The next movie in the popular Ice Age franchise is coming in July (it’s called Ice Age: Continental Drift, and if you have a kid, you’ve probably had the movie’s name branded on your brain by now), but 20th Century Fox has already started its marketing blitz. Ice Age Village is just one interactive tool that’s being used to get kids re-interested in the antics of Sid the sloth, Manny the mammoth, and Scrat the unholy rat-squirrel hybrid. But to be fair to Fox and Gameloft, Ice Age Village is more than a mere commercial. It’s a pretty solid city building/animal management game, too.
The world of Ice Age Village is populated by animals that have been made homeless thanks to the quakes and other upheavals accompanying the break-up of Pangaea (Pangaea actually began its significant break-up during the Jurassic age, but since the real Ice Age probably never had sloths and sabre-toothed cats going on adventures together, we’ll just let this one slide). Sid starts up his new village– your village, really– by housing one lonely sloth. Of course, things get carried away in no time, and before long, your little patch of ice will be home to birds, piranhas, mammoths, beavers, a whole menagerie of prehistoric beasties. You’re also responsible for building structures to entertain your new friends, including ice-water slides, bathing pools, and even a movie theatre that plays a clip from Ice Age: Continental Drift.
It’s a cozy village.
Ice Age Village is primarily about building good homes for your animal refugees, though there are a couple of additional elements that are generally reserved for zoo-type games. You have to feed your animals, for instance, if you want their habitats to keep on generating money and experience.

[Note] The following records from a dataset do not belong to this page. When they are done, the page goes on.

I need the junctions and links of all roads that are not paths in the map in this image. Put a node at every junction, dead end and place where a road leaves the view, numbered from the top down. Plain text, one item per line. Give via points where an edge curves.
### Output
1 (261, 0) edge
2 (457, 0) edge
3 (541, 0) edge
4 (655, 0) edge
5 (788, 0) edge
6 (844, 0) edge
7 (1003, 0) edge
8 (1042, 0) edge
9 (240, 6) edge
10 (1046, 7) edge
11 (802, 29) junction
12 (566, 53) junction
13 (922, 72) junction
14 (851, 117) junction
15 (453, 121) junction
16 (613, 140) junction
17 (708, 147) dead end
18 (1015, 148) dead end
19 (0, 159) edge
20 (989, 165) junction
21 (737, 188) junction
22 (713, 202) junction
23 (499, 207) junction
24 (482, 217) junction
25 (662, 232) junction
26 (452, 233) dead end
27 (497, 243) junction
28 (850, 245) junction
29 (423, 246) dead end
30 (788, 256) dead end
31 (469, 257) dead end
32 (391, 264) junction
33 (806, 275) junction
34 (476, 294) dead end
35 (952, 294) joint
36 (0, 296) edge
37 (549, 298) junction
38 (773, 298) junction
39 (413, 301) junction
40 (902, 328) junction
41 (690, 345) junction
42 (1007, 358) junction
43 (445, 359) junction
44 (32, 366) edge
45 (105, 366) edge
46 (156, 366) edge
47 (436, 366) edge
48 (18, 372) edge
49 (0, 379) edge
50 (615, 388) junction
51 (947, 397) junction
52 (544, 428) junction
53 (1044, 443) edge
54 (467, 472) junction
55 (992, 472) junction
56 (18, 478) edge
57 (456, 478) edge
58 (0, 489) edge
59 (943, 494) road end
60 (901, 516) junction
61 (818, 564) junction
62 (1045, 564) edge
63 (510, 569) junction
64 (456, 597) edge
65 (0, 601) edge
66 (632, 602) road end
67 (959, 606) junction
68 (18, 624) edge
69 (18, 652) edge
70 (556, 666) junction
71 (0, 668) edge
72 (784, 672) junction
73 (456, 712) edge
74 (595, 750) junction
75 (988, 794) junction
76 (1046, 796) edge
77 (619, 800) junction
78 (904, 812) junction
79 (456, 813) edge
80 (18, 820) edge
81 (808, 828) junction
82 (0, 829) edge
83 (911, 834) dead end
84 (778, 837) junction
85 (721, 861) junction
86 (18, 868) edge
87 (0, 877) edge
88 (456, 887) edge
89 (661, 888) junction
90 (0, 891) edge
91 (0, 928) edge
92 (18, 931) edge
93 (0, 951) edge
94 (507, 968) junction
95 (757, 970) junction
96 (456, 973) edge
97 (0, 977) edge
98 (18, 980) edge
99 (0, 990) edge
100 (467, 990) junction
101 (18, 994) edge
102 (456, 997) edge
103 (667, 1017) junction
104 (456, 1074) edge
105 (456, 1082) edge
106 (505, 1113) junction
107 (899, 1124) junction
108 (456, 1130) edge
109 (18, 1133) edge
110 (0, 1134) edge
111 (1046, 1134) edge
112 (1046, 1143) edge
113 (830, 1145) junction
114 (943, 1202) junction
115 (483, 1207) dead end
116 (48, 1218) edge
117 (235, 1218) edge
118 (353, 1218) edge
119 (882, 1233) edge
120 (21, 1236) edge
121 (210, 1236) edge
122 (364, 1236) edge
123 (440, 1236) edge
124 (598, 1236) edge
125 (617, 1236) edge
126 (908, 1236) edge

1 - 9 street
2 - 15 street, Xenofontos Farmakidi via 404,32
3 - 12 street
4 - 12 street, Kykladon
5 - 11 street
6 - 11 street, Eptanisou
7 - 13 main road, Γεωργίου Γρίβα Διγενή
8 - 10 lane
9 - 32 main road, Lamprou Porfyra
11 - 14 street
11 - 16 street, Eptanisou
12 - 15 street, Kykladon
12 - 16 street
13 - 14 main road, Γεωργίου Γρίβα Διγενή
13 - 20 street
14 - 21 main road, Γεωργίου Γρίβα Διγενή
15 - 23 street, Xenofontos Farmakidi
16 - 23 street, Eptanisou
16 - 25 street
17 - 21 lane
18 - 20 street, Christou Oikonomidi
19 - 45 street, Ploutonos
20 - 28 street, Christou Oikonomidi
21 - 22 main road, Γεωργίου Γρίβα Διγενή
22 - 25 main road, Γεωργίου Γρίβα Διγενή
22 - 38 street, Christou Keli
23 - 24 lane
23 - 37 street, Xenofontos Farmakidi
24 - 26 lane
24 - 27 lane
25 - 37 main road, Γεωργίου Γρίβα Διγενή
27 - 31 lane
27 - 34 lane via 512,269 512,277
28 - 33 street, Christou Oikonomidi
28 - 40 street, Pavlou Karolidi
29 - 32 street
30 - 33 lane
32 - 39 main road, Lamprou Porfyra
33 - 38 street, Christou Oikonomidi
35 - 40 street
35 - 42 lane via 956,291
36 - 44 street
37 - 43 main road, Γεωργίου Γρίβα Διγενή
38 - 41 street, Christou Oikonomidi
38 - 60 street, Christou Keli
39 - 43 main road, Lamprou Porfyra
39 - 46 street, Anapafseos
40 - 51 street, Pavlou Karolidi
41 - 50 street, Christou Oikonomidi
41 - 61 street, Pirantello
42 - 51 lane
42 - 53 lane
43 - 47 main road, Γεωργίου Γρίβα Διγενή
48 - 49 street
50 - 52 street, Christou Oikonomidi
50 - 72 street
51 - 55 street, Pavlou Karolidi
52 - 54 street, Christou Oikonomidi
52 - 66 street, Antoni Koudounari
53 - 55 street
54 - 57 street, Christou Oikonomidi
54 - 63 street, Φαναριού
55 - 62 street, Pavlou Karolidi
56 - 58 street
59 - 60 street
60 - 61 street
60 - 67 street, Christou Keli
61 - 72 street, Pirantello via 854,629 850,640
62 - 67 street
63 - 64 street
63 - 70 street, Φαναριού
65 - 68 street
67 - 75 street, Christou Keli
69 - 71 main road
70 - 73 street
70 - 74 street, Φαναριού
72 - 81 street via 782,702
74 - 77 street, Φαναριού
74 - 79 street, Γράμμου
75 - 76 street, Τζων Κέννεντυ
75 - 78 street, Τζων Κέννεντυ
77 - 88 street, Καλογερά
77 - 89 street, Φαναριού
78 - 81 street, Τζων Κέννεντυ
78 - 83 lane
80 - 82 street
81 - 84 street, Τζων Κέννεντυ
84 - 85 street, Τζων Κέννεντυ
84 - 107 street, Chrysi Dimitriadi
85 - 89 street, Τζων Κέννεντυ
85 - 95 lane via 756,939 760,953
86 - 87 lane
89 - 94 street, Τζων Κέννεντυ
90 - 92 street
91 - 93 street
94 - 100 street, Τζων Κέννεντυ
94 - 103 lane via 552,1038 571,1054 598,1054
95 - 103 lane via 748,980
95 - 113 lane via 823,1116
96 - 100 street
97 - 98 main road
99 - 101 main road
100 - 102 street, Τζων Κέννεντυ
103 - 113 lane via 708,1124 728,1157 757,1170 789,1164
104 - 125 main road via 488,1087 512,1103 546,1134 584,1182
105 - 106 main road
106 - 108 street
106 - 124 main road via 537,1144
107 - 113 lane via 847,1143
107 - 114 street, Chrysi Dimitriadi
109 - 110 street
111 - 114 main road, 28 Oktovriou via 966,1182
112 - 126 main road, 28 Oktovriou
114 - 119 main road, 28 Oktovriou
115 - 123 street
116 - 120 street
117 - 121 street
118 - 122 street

And once you have two animals in the same habitat, they can make a baby (which invariably hatches from an egg, bird or not). Ideally, you want every animal to have a complete family.
Ice Age Village is a busy game. You gain your first few levels in record time, and the cast of Ice Age is always on hand to mention tasks that need to be completed. It’s a nice change from city-building games that let you build a few paltry buildings, then force you to wait and/or spend your tiny store of premium currency. Needless to say, Ice Age Village has a large store of animals and structures for you to buy via microtransactions, but it’s also generous about letting you buy lots of neat beasts with the common in-game currency.
Don’t get mouthy with me.
Building your village takes time and patience, though, as the touchscreen controls in Ice Age Village are a bit mushy, at least on the iPod Touch/iPhone. You have limited space to work with (you can buy extensions, but they’re expensive), which forces you to crowd things together– which, in turn, can make it very difficult to select items. Too often, you attempt to target one animal’s habitat, only to pick up its neighbor. It would help if the game’s zoom in function went in a bit closer.
Ice Age Village does a few small things differently from a typical city-building game, but otherwise, it’s a standard, solid experience: it’s very easy to play, and kids who love the franchise will have a blast making their own villages and visiting their friends’ towns. Even genre veterans will have a good time for a while, though they’d probably sooner get squashed by Manny than admit to it.